Puma Ad Uses Black Ballerina To Give Inspiring Message


By: Krystle Crossman

Puma has released an ad on Instagram that every woman should see. It is only 30 seconds long but the message is powerful. The ad features 24-year-old Olivia Boisson, a ballerina from New York City. Boisson began dancing at the age of six years old. She started out at The Ballet Arts School of Forest Hills and continued to study there and at the Dance Theatre of Harlem. In 2004 she moved on to study at the School of American Ballet which is the official school of the New York City Ballet. She danced there for eight years before she gained an apprenticeship with the NYC Ballet. Shortly after she joined the company as a regular dancer and has starred in ballets such as Swan Lake and Les Bosquets.

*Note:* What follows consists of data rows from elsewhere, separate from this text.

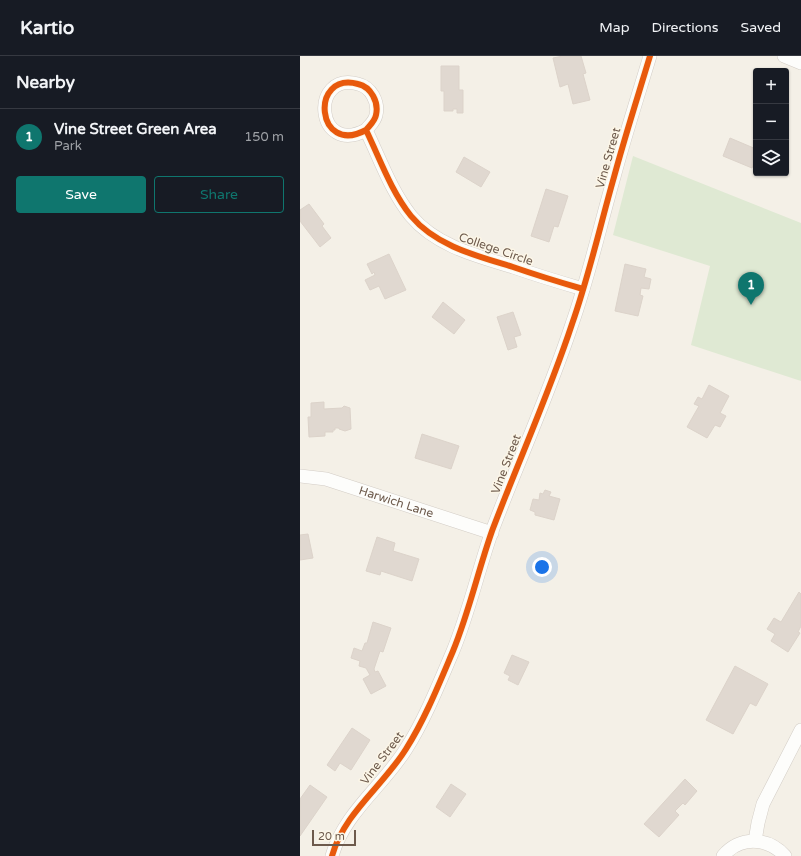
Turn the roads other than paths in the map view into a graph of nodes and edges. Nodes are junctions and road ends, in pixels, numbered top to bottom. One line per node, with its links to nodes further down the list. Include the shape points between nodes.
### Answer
1 (650, 56): 5 (street, Vine Street)
2 (784, 56): 3 (street)
3 (801, 63)
4 (366, 130): 4 (street, via 350,135 338,132 329,124 325,117 325,100 336,87 343,83 361,84 374,97 376,115); 5 (street, College Circle, via 402,204 412,217 436,238 468,253)
5 (583, 289): 7 (street, Vine Street, via 562,356)
6 (300, 476): 7 (street, Harwich Lane, via 326,479)
7 (492, 533): 10 (street, Vine Street, via 454,649 418,726 405,750 343,830)
8 (801, 730): 9 (street, via 763,804)
9 (755, 841): 11 (street, via 738,844); 12 (street, via 771,845)
10 (332, 856)
11 (723, 856)
12 (785, 856)

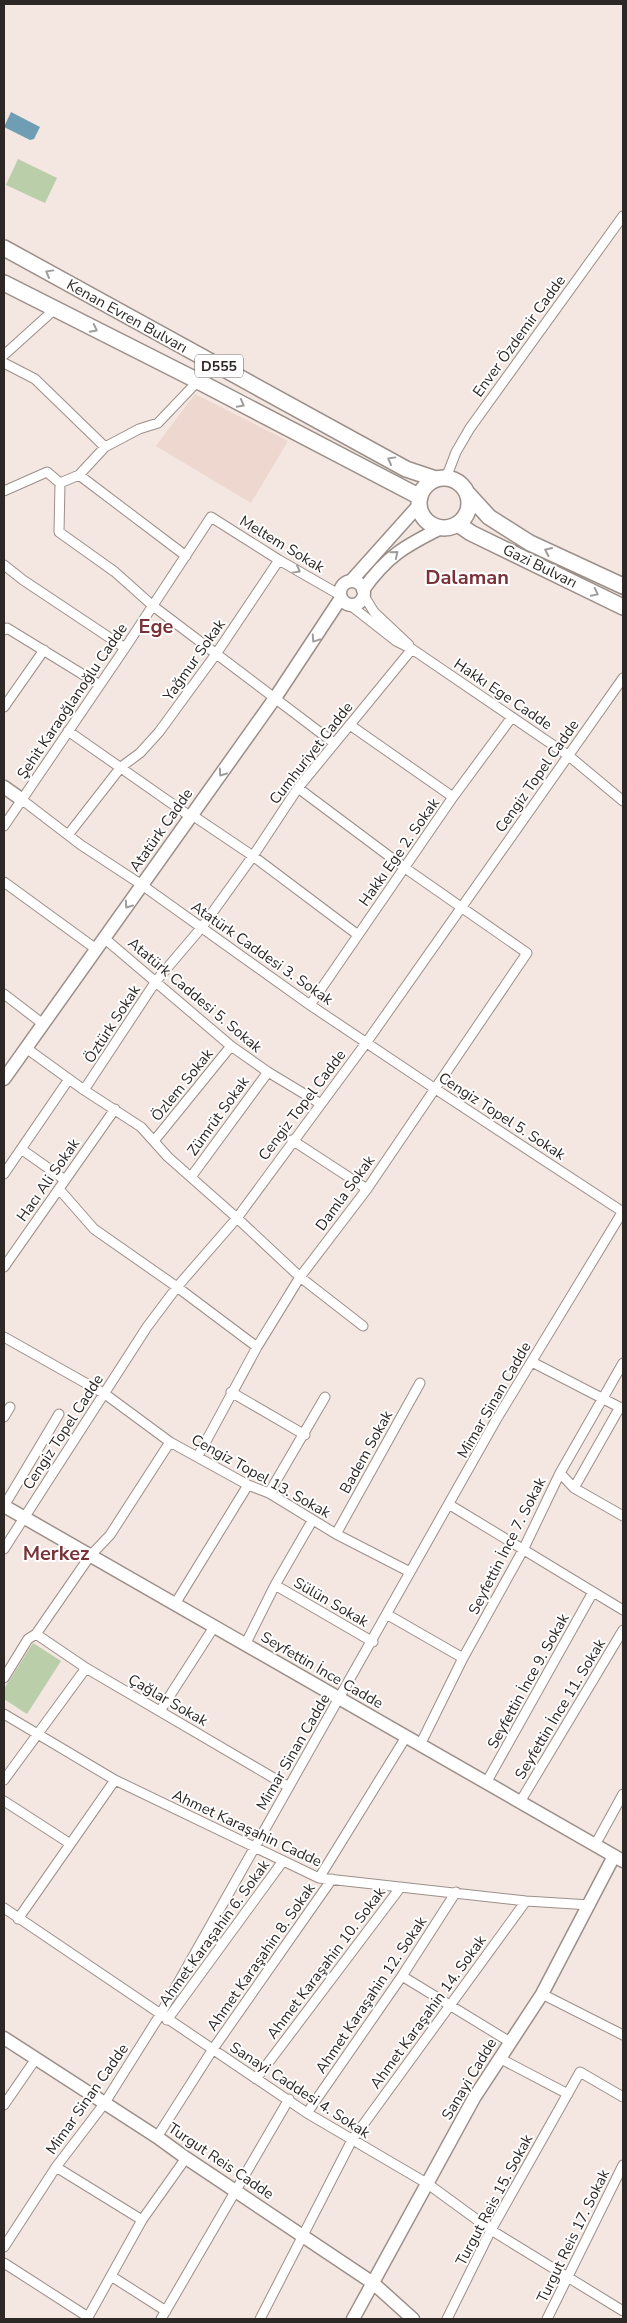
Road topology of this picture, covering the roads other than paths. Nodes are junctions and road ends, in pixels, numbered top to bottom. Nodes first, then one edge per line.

In the ad Boisson is seen dancing in a studio and practicing in the streets of New York. She says that everyone has those days where you do not feel like you are good enough at anything that you do no matter how hard you try. How you handle those days will determine your success. Boisson states that confidence is the key to being successful no matter who you are. If you are not confident in the things that you do you will never push yourself for more. She tells the viewers that no matter how you are feeling you need to make sure that you wake up every day with the thought that tomorrow will be a better day and that you will accomplish your goals if you push yourself a little harder. At the end of the ad she says, “Never do anybody else. Do you.”

The ad is aimed at empowering young women to chase after their dreams. Boisson had always dreamed of being a ballerina. When she joined the New York City Ballet she was the first black woman in over a decade to join the company. When she was 13 years old she suffered a serious knee injury that forced her to stop dancing for a year. She realized just how much she loved ballet after that and pushed hard to get back into dancing shape. During an interview with Brown Girls Do Ballet she was asked why she thought minorities were so underrepresented in her field. She said that she felt it was because the arts are not introduced to minorities as often as they should be, especially at early ages.